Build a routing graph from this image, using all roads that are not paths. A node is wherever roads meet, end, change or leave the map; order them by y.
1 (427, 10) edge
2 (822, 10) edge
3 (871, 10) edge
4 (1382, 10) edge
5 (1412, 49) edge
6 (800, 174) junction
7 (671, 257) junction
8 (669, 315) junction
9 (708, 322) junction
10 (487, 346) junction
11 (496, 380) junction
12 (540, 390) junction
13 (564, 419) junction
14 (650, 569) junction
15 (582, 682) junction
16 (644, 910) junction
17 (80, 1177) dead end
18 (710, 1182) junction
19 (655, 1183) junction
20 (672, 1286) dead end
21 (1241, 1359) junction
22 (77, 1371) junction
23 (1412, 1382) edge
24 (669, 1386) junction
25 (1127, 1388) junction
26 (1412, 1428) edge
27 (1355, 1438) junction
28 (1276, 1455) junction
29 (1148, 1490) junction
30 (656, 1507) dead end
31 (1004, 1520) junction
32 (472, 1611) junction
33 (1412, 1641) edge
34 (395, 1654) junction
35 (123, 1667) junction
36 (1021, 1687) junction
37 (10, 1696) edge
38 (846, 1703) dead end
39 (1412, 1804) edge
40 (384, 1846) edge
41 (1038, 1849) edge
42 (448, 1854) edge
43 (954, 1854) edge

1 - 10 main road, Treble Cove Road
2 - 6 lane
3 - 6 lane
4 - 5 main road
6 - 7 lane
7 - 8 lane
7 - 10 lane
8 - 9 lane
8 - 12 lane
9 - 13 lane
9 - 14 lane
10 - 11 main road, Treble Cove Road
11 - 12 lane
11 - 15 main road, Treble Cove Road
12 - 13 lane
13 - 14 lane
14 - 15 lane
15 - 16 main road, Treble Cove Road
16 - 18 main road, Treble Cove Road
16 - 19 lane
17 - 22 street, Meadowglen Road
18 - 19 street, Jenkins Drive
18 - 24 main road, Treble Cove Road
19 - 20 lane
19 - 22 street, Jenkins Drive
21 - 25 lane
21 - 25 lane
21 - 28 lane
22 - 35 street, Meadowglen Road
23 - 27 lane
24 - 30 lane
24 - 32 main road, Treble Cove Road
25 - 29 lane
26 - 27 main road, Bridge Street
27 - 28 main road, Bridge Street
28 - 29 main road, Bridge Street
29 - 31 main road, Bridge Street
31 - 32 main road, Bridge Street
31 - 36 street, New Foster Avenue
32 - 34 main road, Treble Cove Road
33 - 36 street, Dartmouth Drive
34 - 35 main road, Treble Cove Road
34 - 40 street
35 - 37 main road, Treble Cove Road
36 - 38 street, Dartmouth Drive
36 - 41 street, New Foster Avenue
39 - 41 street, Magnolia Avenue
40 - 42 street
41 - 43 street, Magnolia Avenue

..............................

== Task directions ==
The records above are to be given again in full, exactly as written.

== Written reply ==
Build a routing graph from this image, using all roads that are not paths. A node is wherever roads meet, end, change or leave the map; order them by y.
1 (427, 10) edge
2 (822, 10) edge
3 (871, 10) edge
4 (1382, 10) edge
5 (1412, 49) edge
6 (800, 174) junction
7 (671, 257) junction
8 (669, 315) junction
9 (708, 322) junction
10 (487, 346) junction
11 (496, 380) junction
12 (540, 390) junction
13 (564, 419) junction
14 (650, 569) junction
15 (582, 682) junction
16 (644, 910) junction
17 (80, 1177) dead end
18 (710, 1182) junction
19 (655, 1183) junction
20 (672, 1286) dead end
21 (1241, 1359) junction
22 (77, 1371) junction
23 (1412, 1382) edge
24 (669, 1386) junction
25 (1127, 1388) junction
26 (1412, 1428) edge
27 (1355, 1438) junction
28 (1276, 1455) junction
29 (1148, 1490) junction
30 (656, 1507) dead end
31 (1004, 1520) junction
32 (472, 1611) junction
33 (1412, 1641) edge
34 (395, 1654) junction
35 (123, 1667) junction
36 (1021, 1687) junction
37 (10, 1696) edge
38 (846, 1703) dead end
39 (1412, 1804) edge
40 (384, 1846) edge
41 (1038, 1849) edge
42 (448, 1854) edge
43 (954, 1854) edge

1 - 10 main road, Treble Cove Road
2 - 6 lane
3 - 6 lane
4 - 5 main road
6 - 7 lane
7 - 8 lane
7 - 10 lane
8 - 9 lane
8 - 12 lane
9 - 13 lane
9 - 14 lane
10 - 11 main road, Treble Cove Road
11 - 12 lane
11 - 15 main road, Treble Cove Road
12 - 13 lane
13 - 14 lane
14 - 15 lane
15 - 16 main road, Treble Cove Road
16 - 18 main road, Treble Cove Road
16 - 19 lane
17 - 22 street, Meadowglen Road
18 - 19 street, Jenkins Drive
18 - 24 main road, Treble Cove Road
19 - 20 lane
19 - 22 street, Jenkins Drive
21 - 25 lane
21 - 25 lane
21 - 28 lane
22 - 35 street, Meadowglen Road
23 - 27 lane
24 - 30 lane
24 - 32 main road, Treble Cove Road
25 - 29 lane
26 - 27 main road, Bridge Street
27 - 28 main road, Bridge Street
28 - 29 main road, Bridge Street
29 - 31 main road, Bridge Street
31 - 32 main road, Bridge Street
31 - 36 street, New Foster Avenue
32 - 34 main road, Treble Cove Road
33 - 36 street, Dartmouth Drive
34 - 35 main road, Treble Cove Road
34 - 40 street
35 - 37 main road, Treble Cove Road
36 - 38 street, Dartmouth Drive
36 - 41 street, New Foster Avenue
39 - 41 street, Magnolia Avenue
40 - 42 street
41 - 43 street, Magnolia Avenue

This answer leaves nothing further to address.